Op grond van voormelde bewijsmiddelen acht de rechtbank wettig en overtuigend bewezen dat verdachte met [slachtoffer] - die is geboren op [geboortedatum] 1993 - op verschillende tijdstippen ontuchtige handelingen heeft gepleegd. Tijdens het plegen van die handelingen was [slachtoffer] aan de zorg, opleiding en waakzaamheid van verdachte toevertrouwd, nu verdachte de mentor was van [slachtoffer]. De ontucht bestond onder andere uit het seksueel binnendringen van het lichaam van [slachtoffer].

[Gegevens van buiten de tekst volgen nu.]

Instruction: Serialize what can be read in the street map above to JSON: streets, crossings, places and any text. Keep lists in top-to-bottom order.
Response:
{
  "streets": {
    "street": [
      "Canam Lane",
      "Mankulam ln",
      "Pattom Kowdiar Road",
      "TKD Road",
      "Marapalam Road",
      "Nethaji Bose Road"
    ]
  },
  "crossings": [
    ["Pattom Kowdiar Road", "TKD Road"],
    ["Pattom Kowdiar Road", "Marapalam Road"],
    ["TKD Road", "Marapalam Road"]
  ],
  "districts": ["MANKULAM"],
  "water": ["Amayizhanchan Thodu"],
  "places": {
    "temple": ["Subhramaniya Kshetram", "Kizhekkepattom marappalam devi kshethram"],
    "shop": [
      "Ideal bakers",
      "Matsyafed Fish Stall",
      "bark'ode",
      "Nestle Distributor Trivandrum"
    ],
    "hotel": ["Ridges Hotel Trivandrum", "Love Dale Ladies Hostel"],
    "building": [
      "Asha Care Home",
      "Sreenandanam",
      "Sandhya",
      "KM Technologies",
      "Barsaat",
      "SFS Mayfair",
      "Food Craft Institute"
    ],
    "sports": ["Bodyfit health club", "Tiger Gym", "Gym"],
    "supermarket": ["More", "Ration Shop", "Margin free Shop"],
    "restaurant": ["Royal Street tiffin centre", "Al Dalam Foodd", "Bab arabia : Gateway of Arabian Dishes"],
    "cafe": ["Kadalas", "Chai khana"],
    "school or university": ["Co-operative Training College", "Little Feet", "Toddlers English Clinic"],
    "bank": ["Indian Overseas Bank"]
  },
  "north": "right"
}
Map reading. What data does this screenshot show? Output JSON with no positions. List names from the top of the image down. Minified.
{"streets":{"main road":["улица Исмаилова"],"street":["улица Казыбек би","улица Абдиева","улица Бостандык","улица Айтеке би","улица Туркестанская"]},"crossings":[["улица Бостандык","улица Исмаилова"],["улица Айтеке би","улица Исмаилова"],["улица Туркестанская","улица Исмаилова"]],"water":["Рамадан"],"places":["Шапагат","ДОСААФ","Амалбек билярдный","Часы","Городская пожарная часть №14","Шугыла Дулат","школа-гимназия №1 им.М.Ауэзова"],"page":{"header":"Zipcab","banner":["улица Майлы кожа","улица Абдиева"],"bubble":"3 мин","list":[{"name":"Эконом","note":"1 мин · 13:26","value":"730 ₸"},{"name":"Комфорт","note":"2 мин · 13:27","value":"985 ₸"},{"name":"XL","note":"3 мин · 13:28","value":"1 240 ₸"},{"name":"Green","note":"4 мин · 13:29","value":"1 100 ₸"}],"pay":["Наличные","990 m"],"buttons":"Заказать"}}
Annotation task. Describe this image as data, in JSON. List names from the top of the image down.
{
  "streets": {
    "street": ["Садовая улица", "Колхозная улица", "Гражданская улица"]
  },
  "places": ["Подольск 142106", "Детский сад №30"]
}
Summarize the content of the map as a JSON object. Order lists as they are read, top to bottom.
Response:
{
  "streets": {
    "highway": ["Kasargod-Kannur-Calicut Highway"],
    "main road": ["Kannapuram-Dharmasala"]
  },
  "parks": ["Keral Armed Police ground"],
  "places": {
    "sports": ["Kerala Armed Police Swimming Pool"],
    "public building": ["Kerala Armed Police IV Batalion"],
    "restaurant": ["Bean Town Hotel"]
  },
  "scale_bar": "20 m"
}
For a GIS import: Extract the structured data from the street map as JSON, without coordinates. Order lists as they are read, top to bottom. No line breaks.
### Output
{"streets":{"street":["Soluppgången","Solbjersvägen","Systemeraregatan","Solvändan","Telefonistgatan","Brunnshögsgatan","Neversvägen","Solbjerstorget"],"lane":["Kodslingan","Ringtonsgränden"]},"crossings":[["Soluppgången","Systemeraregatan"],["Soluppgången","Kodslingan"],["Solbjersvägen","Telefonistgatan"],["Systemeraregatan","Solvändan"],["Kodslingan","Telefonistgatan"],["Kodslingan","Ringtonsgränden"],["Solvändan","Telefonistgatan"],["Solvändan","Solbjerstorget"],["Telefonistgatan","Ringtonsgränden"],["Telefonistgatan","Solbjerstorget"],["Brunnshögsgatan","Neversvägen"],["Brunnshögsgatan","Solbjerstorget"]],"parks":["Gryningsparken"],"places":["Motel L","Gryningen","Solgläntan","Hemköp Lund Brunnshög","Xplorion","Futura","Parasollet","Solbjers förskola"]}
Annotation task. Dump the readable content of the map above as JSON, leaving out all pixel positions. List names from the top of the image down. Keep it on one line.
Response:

Anders dan de officier van justitie acht de rechtbank op grond van de verklaring van verdachte wettig en overtuigend bewezen dat de ontuchtige handelingen hebben plaatsgevonden in de periode van 1 januari tot en met 1 mei 2007. Verdachte heeft, naar haar verklaring, deze periode kunnen berekenen aan de hand van concrete andere gebeurtenissen die in haar leven hebben plaatsgevonden. De rechtbank ziet geen aanleiding aan deze opgave van verdachte te twijfelen, nu zij ook overigens openheid van zaken heeft gegeven.
3.5 De bewezenverklaring
De rechtbank verklaart bewezen dat:
1.
zij op tijdstippen in de periode van 1 januari 2007 tot en met 1 mei 2007 te Bodegraven en Alphen aan de Rijn en Nieuwerkerk aan de IJssel en Earnewoude en Antwerpen, met [slachtoffer], geboren op [geboortedatum] 1993, die de leeftijd van twaalf jaren maar nog niet die van zestien jaren had bereikt, buiten echt, ontuchtige handelingen heeft gepleegd, die mede bestonden uit het seksueel binnendringen van het lichaam van die [slachtoffer], hebbende verdachte meermalen,
- die [slachtoffer] gevingerd en
- met haar, verdachtes tong, gelikt in en bij en aan de vagina en bij de schaamstreek van die [slachtoffer] en
- een komkommer in de vagina van die [slachtoffer] gebracht en gehouden en
- met die [slachtoffer] getongzoend,
zulks terwijl die [slachtoffer] aan haar, verdachtes, zorg en opleiding en waakzaamheid was toevertrouwd;
2.
zij op tijdstippen in de periode van 1 januari 2007 tot en met 1 mei 2007 te Bodegraven en Alphen aan de Rijn en Nieuwerkerk aan de IJssel en Earnewoude en Antwerpen met [slachtoffer], geboren op [geboortedatum] 1993, die toen de leeftijd van zestien jaren nog niet had bereikt, buiten echt, meermalen, ontuchtige handelingen heeft gepleegd, bestaande uit het meermalen:
- zich laten vingeren door die [slachtoffer] en
- zich laten betasten en likken aan en bijten in haar borsten door die [slachtoffer] en
- betasten van en likken aan en bijten in de borsten van die [slachtoffer]
en
- zich laten likken aan haar, verdachtes, vagina en bij haar verdachtes schaamstreek door die [slachtoffer] en
- een komkommer door die [slachtoffer] in haar, verdachtes, vagina laten brengen en houden,
zulks terwijl die [slachtoffer] aan haar, verdachtes, zorg en opleiding en
waakzaamheid was toevertrouwd
3.
zij op tijdstippen in de periode van 1 januari 2007 tot en met 1 mei 2007 te Bodegraven en Alphen aan de Rijn en Nieuwerkerk aan de IJssel en Earnewoude en Antwerpen ontucht heeft gepleegd met de aan haar zorg en opleiding en waakzaamheid toevertrouwde minderjarige [slachtoffer], geboren op [geboortedatum] 1993, terwijl zij, verdachte, mentrix en lerares was van die [slachtoffer] immers
heeft zij meermalen:
- zich laten vingeren door die [slachtoffer] en
- zich laten betasten en likken aan en bijten in haar borsten door die [slachtoffer] en
- de borsten van die [slachtoffer] betast en gelikt en gebeten en
- zich laten likken aan haar, verdachtes, vagina en bij haar schaamstreek door die [slachtoffer] en
- een komkommer door die [slachtoffer] in haar, verdachtes, vagina laten brengen en/of houden.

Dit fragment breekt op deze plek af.